Initially, Facebook blindly treated the photos as though they were run-of-the-mill pornography, flagging them for violating their strict no-bare flesh rule. The Cosmo images have since been un-flagged and a spokesperson announced to EW that they had screwed up.

“The image in question was mistakenly removed,” the statement read. “We are restoring the image as it does not break our standards and apologize for any inconvenience this may have caused.”

The original photo, with the actor spread over a bearskin rug, wearing only a smile, appeared in the magazine’s April 1972 issue. It was seen, and sold, as a triumph for equal opportunity horniness. A banner on the first page even screamed, “At last a male nude centerfold — the naked truth about guess who!!”

Reynolds agreed to the centerfold while guest-hosting The Tonight Show for an MIA Johnny Carson, when Cosmo editor-in-chief Helen Gurley Brown point-blank asked him to do it. The spread came relatively early in his stardom, when he was still an up-and-comer mostly known for Westerns like Navajo Joe, 100 Rifles and Sam Whiskey, as well as being a talk show regular. In fact, it came a mere three months before the release of Deliverance, the movie that was supposed to, among other things, prove he was a serious thespian. It’s possible posing in his birthday suit may have hurt his Oscar chances and sent his career down a different track than he anticipated.

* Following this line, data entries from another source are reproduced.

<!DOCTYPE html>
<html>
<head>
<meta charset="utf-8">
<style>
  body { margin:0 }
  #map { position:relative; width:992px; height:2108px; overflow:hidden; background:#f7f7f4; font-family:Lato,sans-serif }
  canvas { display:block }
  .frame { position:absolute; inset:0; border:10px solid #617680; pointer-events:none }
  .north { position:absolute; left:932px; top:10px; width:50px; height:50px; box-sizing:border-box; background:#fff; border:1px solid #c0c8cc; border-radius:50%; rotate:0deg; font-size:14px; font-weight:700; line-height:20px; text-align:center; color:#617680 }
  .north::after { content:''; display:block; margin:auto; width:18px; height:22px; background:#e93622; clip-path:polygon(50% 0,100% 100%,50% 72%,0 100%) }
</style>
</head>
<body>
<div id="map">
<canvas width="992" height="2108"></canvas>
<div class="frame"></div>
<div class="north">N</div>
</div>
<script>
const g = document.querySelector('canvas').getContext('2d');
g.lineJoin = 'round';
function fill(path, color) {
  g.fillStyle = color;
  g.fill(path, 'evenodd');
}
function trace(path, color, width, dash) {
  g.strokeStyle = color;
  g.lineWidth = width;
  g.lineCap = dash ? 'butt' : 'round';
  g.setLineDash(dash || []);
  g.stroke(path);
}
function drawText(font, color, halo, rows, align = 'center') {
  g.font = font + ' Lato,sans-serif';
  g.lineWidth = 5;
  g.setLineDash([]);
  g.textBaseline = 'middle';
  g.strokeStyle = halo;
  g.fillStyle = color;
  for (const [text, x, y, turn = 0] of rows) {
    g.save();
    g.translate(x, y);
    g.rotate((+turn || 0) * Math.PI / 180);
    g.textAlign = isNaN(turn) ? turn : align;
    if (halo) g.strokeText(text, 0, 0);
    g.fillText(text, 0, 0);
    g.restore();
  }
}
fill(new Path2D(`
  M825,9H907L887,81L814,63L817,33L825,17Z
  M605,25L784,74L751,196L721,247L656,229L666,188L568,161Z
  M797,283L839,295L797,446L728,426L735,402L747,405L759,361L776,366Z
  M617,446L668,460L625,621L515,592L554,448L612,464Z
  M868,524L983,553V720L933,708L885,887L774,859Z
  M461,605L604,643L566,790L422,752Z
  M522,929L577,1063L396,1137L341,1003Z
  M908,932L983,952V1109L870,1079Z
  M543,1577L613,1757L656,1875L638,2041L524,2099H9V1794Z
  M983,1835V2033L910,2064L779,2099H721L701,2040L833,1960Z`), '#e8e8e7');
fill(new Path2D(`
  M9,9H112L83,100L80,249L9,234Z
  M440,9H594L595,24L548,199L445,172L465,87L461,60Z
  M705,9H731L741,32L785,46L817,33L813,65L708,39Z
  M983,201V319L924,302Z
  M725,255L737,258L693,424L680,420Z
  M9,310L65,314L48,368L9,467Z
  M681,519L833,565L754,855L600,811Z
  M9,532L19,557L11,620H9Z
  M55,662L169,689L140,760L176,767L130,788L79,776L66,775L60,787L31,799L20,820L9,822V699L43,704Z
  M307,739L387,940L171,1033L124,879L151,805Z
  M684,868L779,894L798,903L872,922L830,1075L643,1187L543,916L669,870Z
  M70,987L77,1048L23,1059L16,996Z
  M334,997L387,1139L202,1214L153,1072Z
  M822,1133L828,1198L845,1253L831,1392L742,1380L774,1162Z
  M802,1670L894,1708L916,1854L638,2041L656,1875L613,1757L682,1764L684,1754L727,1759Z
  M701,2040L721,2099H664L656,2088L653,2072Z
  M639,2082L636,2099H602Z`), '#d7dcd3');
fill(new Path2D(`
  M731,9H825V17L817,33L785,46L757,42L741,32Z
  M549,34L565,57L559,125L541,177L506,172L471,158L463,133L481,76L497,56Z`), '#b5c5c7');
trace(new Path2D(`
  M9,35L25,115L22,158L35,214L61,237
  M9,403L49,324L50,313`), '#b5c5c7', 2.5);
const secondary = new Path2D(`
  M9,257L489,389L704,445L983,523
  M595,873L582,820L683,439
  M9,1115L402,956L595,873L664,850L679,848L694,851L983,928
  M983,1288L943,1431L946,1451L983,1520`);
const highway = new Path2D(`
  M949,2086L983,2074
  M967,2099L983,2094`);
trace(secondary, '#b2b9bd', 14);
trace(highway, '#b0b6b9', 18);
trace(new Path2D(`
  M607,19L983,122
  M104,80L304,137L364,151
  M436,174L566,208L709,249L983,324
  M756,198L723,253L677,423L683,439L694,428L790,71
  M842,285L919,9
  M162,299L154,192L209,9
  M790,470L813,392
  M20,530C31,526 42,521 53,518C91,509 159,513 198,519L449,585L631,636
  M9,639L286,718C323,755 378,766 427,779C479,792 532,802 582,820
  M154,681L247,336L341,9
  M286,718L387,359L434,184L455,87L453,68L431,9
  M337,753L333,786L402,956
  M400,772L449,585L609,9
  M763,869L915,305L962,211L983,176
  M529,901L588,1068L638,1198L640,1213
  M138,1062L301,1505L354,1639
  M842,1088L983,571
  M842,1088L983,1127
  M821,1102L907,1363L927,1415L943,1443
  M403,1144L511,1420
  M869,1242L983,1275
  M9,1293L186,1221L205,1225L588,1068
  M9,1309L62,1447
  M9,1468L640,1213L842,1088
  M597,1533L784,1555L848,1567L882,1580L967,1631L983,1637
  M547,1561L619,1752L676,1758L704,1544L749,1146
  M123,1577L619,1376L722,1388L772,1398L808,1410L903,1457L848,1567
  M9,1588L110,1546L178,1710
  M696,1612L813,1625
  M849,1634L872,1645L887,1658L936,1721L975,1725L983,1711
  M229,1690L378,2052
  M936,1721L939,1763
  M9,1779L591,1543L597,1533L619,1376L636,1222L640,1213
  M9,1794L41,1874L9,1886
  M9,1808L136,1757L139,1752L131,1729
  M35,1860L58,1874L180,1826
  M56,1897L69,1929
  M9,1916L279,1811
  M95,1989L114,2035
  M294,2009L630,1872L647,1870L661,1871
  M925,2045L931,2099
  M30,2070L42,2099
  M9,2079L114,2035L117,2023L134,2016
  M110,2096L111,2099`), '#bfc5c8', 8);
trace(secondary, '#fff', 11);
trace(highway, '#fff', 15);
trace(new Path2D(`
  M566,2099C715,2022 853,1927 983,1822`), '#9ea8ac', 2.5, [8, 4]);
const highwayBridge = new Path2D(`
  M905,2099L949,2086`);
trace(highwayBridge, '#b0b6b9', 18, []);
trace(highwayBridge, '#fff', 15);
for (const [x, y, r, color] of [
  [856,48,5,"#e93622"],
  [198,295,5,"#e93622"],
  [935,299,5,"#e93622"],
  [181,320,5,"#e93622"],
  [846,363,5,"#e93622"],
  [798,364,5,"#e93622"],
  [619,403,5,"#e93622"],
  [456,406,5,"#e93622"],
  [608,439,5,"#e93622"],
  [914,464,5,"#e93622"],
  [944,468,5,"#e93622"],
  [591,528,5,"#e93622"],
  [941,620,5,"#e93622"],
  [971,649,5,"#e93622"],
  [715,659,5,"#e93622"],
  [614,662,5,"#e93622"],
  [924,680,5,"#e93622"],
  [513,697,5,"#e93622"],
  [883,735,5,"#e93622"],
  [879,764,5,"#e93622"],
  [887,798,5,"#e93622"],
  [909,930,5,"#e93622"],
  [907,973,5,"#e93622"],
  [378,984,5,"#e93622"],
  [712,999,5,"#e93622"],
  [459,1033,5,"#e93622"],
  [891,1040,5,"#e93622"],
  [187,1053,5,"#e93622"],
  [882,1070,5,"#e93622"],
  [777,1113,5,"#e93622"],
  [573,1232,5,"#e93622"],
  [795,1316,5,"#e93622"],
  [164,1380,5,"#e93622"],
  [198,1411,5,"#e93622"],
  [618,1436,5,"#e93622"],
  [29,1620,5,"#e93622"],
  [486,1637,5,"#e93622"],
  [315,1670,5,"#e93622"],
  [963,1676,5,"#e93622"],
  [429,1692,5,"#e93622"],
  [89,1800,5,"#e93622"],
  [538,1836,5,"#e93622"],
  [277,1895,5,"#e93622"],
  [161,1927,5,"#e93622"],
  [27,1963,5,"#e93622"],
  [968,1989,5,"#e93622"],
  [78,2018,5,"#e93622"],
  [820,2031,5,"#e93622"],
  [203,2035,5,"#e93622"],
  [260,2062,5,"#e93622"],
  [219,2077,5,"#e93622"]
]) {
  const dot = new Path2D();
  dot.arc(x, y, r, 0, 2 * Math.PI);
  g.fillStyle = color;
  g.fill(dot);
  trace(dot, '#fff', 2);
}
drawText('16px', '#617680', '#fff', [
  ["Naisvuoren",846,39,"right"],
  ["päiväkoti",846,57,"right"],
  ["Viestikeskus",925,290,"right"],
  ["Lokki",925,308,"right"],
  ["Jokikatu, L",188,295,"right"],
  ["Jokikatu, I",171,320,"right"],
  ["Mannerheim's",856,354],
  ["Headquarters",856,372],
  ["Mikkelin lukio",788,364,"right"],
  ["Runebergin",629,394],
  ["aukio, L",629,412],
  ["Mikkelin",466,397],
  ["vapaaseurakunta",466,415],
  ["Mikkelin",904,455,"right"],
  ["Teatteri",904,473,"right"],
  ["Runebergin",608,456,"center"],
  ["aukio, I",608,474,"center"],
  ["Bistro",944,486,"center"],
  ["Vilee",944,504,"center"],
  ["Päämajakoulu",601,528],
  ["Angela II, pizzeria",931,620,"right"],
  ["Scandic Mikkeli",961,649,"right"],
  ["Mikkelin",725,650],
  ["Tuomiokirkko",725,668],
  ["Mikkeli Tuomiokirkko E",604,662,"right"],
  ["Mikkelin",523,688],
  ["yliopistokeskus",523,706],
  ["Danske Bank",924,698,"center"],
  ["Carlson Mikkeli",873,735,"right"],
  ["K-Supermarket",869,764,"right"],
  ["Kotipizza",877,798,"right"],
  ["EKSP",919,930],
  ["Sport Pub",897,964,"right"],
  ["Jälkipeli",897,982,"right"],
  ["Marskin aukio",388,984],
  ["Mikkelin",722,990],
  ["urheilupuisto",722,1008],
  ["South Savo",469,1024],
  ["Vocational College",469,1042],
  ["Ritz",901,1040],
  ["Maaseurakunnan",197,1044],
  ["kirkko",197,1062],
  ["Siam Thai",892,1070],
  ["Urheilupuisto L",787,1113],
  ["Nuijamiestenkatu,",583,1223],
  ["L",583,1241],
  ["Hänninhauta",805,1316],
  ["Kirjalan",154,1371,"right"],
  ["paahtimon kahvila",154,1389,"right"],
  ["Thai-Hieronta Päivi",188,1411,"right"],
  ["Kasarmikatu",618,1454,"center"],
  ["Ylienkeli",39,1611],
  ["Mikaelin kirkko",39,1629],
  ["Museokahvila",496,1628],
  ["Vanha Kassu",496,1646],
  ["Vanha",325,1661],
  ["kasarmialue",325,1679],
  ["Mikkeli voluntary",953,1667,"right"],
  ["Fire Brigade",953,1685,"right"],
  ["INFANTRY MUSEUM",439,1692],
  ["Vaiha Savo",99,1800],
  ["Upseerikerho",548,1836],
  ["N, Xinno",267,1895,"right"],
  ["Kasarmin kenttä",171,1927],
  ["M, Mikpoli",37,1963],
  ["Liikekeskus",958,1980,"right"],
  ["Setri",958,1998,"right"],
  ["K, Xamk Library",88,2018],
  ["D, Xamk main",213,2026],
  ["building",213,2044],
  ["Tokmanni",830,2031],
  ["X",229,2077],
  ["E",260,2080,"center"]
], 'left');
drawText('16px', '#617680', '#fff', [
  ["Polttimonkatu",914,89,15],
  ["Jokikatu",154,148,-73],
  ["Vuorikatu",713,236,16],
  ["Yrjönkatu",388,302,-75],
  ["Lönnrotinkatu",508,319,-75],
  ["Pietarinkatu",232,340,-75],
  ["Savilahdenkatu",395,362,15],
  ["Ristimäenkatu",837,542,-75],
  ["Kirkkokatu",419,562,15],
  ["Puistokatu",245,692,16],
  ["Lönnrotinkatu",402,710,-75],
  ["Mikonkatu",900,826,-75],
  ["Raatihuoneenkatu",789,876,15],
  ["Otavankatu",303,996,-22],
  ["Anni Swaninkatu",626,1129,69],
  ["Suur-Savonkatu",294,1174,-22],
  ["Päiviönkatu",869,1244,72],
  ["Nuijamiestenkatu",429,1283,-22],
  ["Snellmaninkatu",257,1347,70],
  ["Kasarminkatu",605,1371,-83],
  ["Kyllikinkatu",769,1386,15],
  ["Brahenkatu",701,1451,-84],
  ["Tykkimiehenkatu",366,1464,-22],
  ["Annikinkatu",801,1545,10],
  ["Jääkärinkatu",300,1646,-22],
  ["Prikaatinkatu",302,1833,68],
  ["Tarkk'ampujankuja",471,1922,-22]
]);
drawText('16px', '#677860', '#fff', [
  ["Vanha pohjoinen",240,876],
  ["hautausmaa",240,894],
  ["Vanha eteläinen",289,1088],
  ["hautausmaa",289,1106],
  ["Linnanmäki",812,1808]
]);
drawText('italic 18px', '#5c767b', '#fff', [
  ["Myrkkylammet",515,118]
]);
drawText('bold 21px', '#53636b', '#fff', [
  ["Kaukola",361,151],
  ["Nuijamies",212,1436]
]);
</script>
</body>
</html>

Still, the aftermath was mostly positive. The picture took Reynolds next level, and it was his first major step into becoming one of the decade’s top superstars. But it did more than that. Proving that women liked to look, too, the image inspired one Douglas Lambert to found Playgirl, which launched one year later. And Cosmo occasionally returned to nude male spreads; in 1977 they did one for a certain muscleman and up-and-coming actor-of-sorts. His name: Arnold Schwarzenegger.